Prompt: Where the word "order" occurs in a line of the data, return the whole line.

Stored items

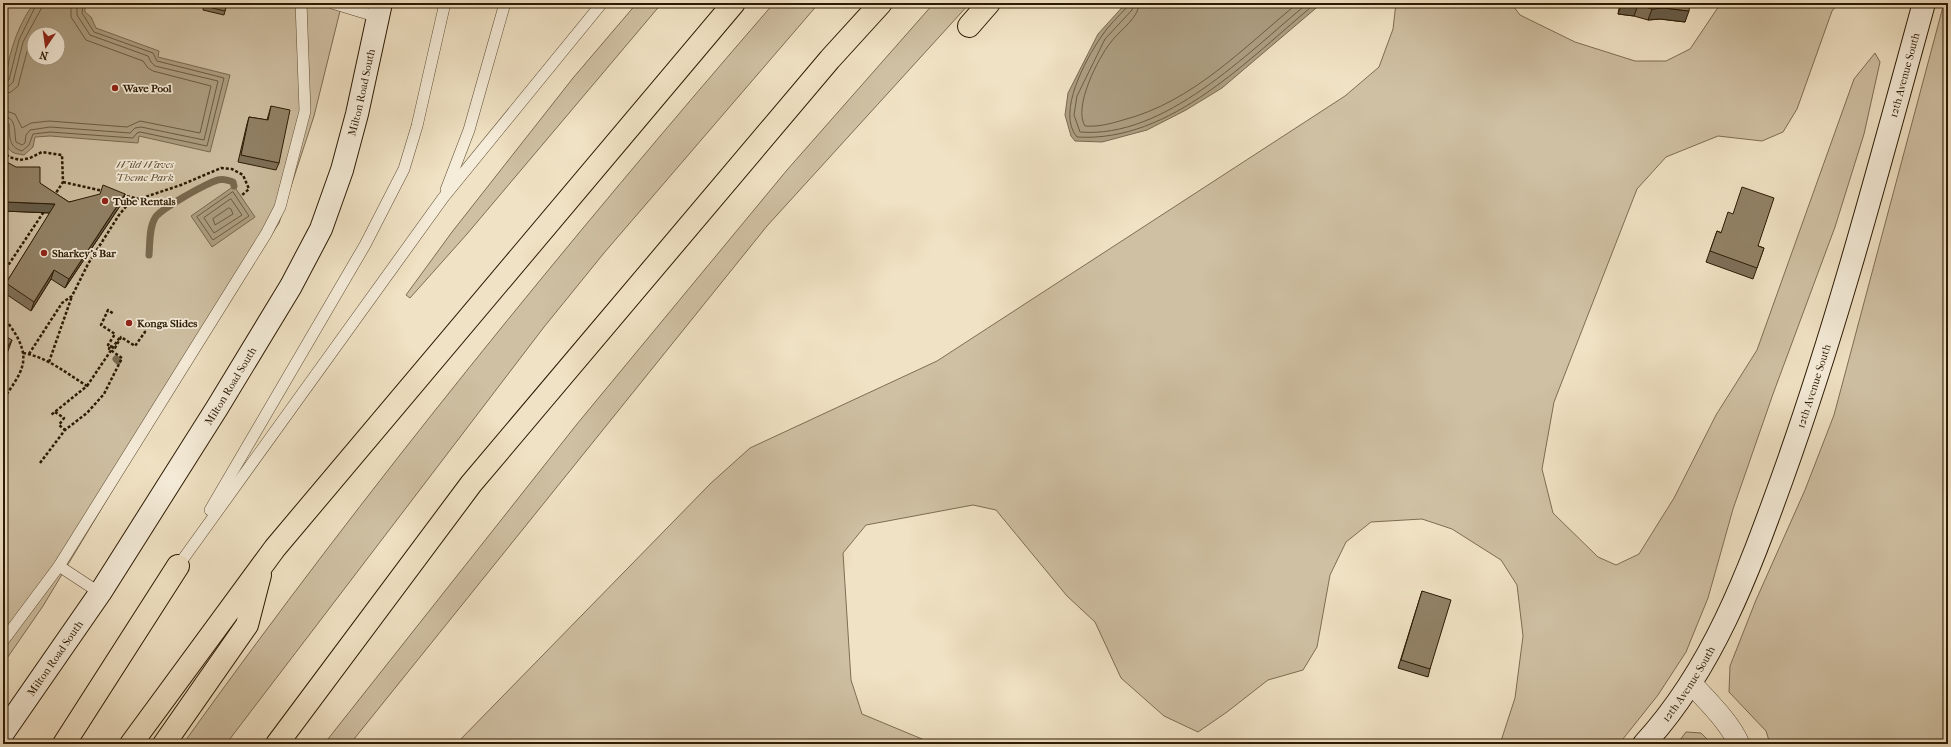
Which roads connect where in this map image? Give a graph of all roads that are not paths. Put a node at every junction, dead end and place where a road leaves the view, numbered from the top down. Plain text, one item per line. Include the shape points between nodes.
1 (301, 3) edge
2 (332, 3) edge
3 (446, 3) edge
4 (505, 3) edge
5 (602, 3) edge
6 (734, 3) edge
7 (881, 3) edge
8 (989, 3) edge
9 (1924, 3) edge
10 (380, 10) edge
11 (969, 26) dead end
12 (443, 198) junction
13 (59, 566) junction
14 (178, 566) junction
15 (262, 566) junction
16 (100, 593) junction
17 (3, 641) edge
18 (1691, 683) junction
19 (3, 733) edge
20 (64, 744) edge
21 (131, 744) edge
22 (164, 744) edge
23 (277, 744) edge
24 (1644, 744) edge
25 (1739, 744) edge

1 - 13 lane via 305,111 280,206 266,234
2 - 10 lane
3 - 14 lane via 417,126 404,169 384,210
4 - 12 lane via 468,130
5 - 12 lane
6 - 15 highway via 285,535
7 - 23 highway via 830,59 471,484
8 - 11 highway
9 - 18 street, 12th Avenue South via 1863,222 1807,409 1752,560 1718,636
10 - 16 street, Milton Road South via 342,170 321,229 291,286 217,408
12 - 14 lane
13 - 16 lane
13 - 17 lane
14 - 20 highway
15 - 21 highway
15 - 22 highway via 247,625
16 - 19 street, Milton Road South
18 - 24 street, 12th Avenue South
18 - 25 street via 1724,721

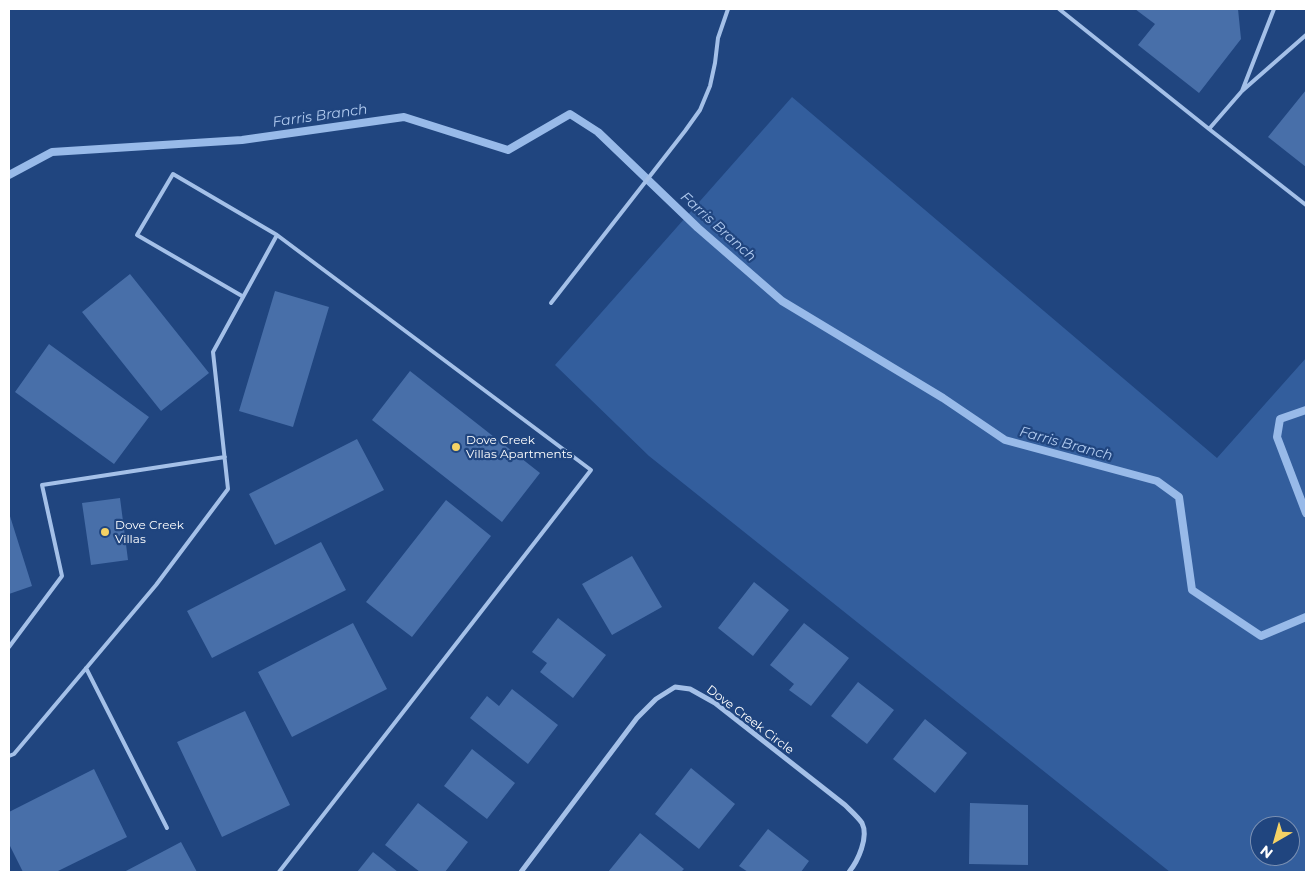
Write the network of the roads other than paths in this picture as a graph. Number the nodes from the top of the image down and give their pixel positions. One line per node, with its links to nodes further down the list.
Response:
1 (728, 9): 10 (lane)
2 (1059, 9): 6 (lane)
3 (1274, 9): 5 (lane)
4 (1306, 35): 5 (lane)
5 (1242, 91): 6 (lane)
6 (1209, 129): 7 (lane)
7 (1306, 205)
8 (277, 235): 9 (lane); 9 (lane); 16 (lane)
9 (242, 296): 11 (lane)
10 (551, 302)
11 (224, 457): 12 (lane); 13 (lane)
12 (9, 647)
13 (86, 668): 14 (lane); 15 (lane)
14 (9, 756)
15 (168, 828)
16 (279, 872)
17 (521, 872): 18 (street, Dove Creek Circle)
18 (849, 872)

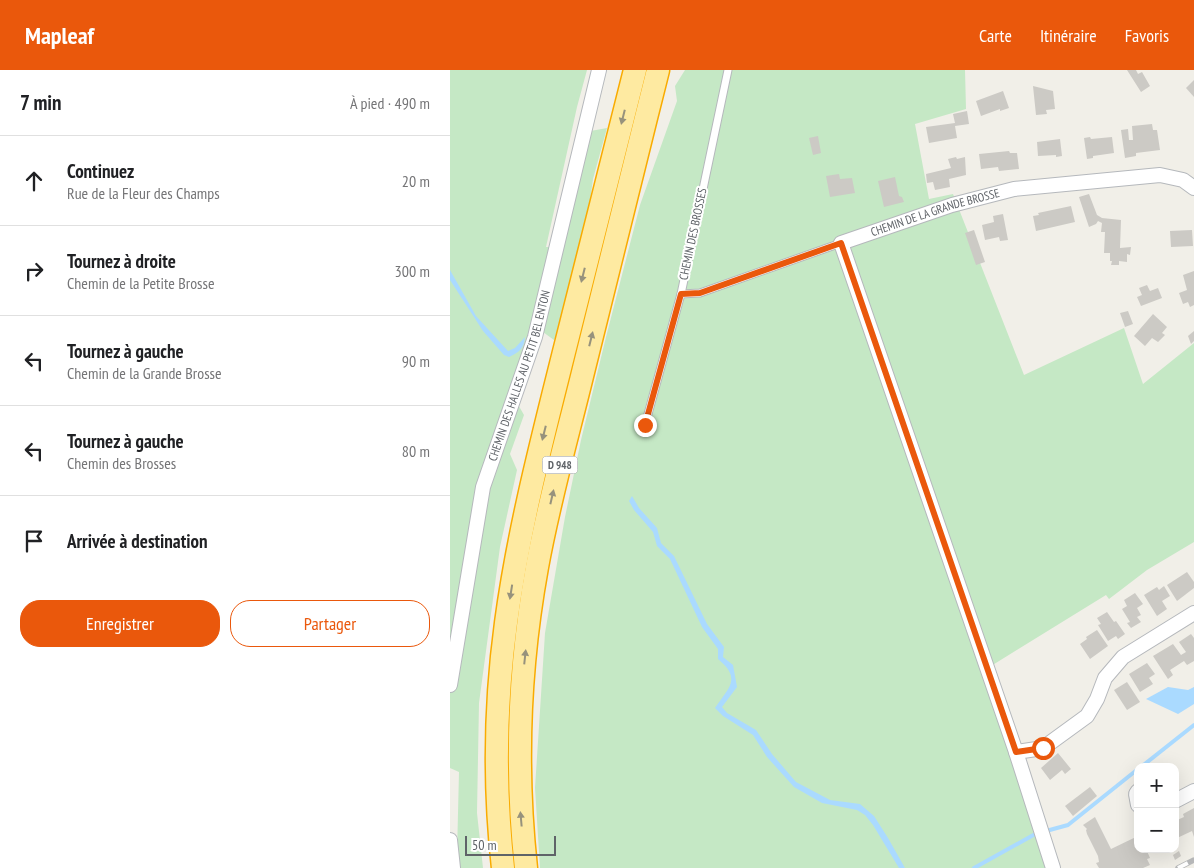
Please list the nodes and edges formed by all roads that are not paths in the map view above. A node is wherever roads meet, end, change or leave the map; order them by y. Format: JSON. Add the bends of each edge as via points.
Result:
{"nodes":[{"id":1,"x":599,"y":70,"type":"edge"},
{"id":2,"x":634,"y":70,"type":"edge"},
{"id":3,"x":658,"y":70,"type":"edge"},
{"id":4,"x":728,"y":70,"type":"edge"},
{"id":5,"x":1194,"y":188,"type":"edge"},
{"id":6,"x":841,"y":243,"type":"junction"},
{"id":7,"x":681,"y":294,"type":"junction"},
{"id":8,"x":645,"y":425,"type":"dead end"},
{"id":9,"x":1194,"y":613,"type":"edge"},
{"id":10,"x":450,"y":685,"type":"edge"},
{"id":11,"x":1016,"y":752,"type":"junction"},
{"id":12,"x":1194,"y":791,"type":"edge"},
{"id":13,"x":1179,"y":799,"type":"edge"},
{"id":14,"x":450,"y":840,"type":"edge"},
{"id":15,"x":453,"y":868,"type":"edge"},
{"id":16,"x":502,"y":868,"type":"edge"},
{"id":17,"x":526,"y":868,"type":"edge"},
{"id":18,"x":1053,"y":868,"type":"edge"}],
"edges":[{"from":1,"to":10,"type":"street","name":"CHEMIN DES HALLES AU PETIT BEL ENTON","via":[[535,337],[483,487]]},
{"from":2,"to":16,"type":"highway","number":"D 948","one_way":true,"via":[[537,461],[513,577],[498,718]]},
{"from":17,"to":3,"type":"highway","number":"D 948","one_way":true,"via":[[520,802],[520,708],[537,567]]},
{"from":4,"to":7,"type":"lane","name":"CHEMIN DES BROSSES"},
{"from":5,"to":6,"type":"street","name":"CHEMIN DE LA GRANDE BROSSE","via":[[1183,180],[1160,174],[1014,189],[952,205]]},
{"from":6,"to":7,"type":"lane","name":"CHEMIN DE LA GRANDE BROSSE","via":[[700,293]]},
{"from":6,"to":11,"type":"street"},
{"from":7,"to":8,"type":"lane","name":"CHEMIN DES BROSSES"},
{"from":9,"to":11,"type":"street","via":[[1123,657],[1105,678],[1087,716],[1043,748]]},
{"from":11,"to":18,"type":"street"},
{"from":12,"to":13,"type":"street"},
{"from":14,"to":15,"type":"street"}]}
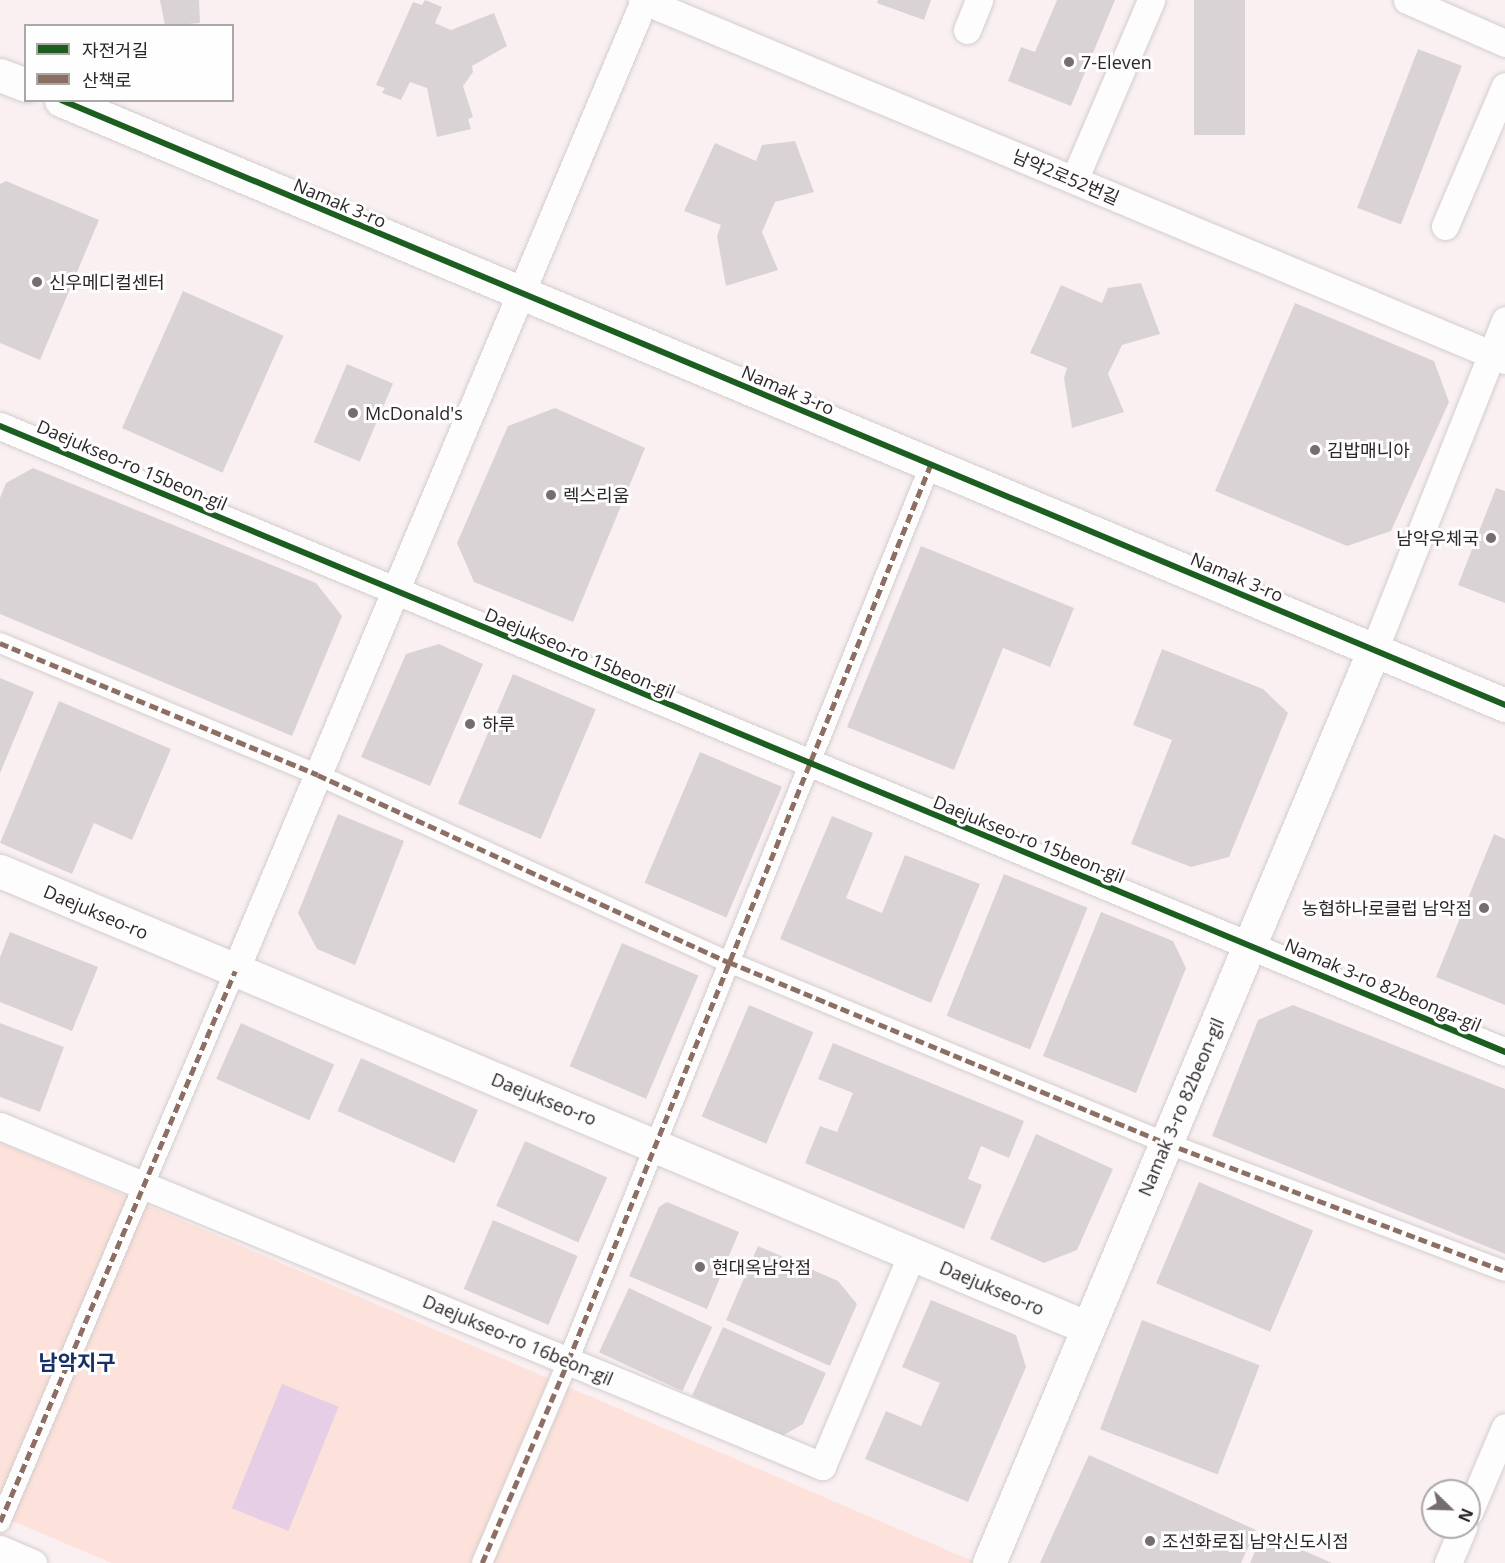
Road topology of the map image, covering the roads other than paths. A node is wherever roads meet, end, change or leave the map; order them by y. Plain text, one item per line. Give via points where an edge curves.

Answer box:
Please list the nodes and edges formed by all roads that are not paths in the map view above. A node is wherever roads meet, end, change or leave the map; order them by y. Format: JSON. Add the bends of each edge as via points.
Road topology of the map image, covering the roads other than paths. A node is wherever roads meet, end, change or leave the map; order them by y. Plain text, one item per line. Give via points where an edge curves.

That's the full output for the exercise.